EXERCISE DATA
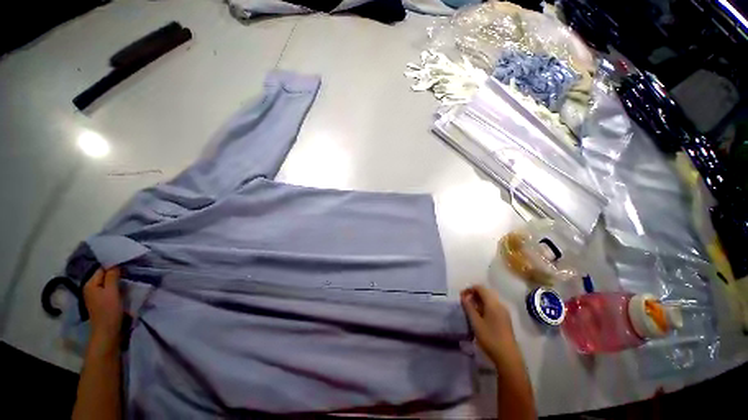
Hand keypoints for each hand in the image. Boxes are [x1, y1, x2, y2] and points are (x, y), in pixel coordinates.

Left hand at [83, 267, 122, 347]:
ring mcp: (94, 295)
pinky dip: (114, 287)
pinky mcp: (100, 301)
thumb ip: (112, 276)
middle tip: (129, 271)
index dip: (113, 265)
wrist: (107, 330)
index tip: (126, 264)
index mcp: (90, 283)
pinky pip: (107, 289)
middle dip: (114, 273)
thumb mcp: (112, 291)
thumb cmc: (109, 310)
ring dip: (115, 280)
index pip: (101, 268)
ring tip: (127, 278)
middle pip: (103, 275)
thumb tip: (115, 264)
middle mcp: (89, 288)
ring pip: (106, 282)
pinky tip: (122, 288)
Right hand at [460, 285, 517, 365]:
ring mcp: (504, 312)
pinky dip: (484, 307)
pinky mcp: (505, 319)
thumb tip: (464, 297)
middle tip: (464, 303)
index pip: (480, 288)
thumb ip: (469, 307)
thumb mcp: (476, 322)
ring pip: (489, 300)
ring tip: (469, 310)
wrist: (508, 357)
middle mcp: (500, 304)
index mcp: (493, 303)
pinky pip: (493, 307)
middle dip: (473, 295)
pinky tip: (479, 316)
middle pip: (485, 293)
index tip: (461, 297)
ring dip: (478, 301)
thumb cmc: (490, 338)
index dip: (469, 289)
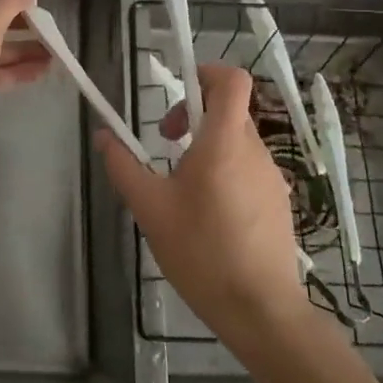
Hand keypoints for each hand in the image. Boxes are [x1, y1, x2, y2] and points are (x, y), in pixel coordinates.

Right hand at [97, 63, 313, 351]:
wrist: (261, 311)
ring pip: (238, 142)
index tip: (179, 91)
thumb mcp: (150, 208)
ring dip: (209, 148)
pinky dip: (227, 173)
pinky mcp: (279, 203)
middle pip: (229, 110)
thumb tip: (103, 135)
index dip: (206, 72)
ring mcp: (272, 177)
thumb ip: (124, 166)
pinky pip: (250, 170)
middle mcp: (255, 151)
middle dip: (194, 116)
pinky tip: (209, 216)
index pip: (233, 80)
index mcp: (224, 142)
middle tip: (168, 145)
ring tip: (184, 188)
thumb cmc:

PROBLEM STATEMENT
Find the word "hand" in the entries and show each line where it is found.

REPLY
Hand keypoints for each hand in the image. Boxes are [x1, y1, x2, y2] and points are (x, y), in pixel coordinates.
Left hand at [83, 267, 122, 347]:
Right hand at [460, 285, 517, 365]:
Hand keypoints for each hand in the image. Boxes are [x1, y1, x2, y2] and points are (x, y), in pixel coordinates.
Right hand at [97, 63, 313, 351]:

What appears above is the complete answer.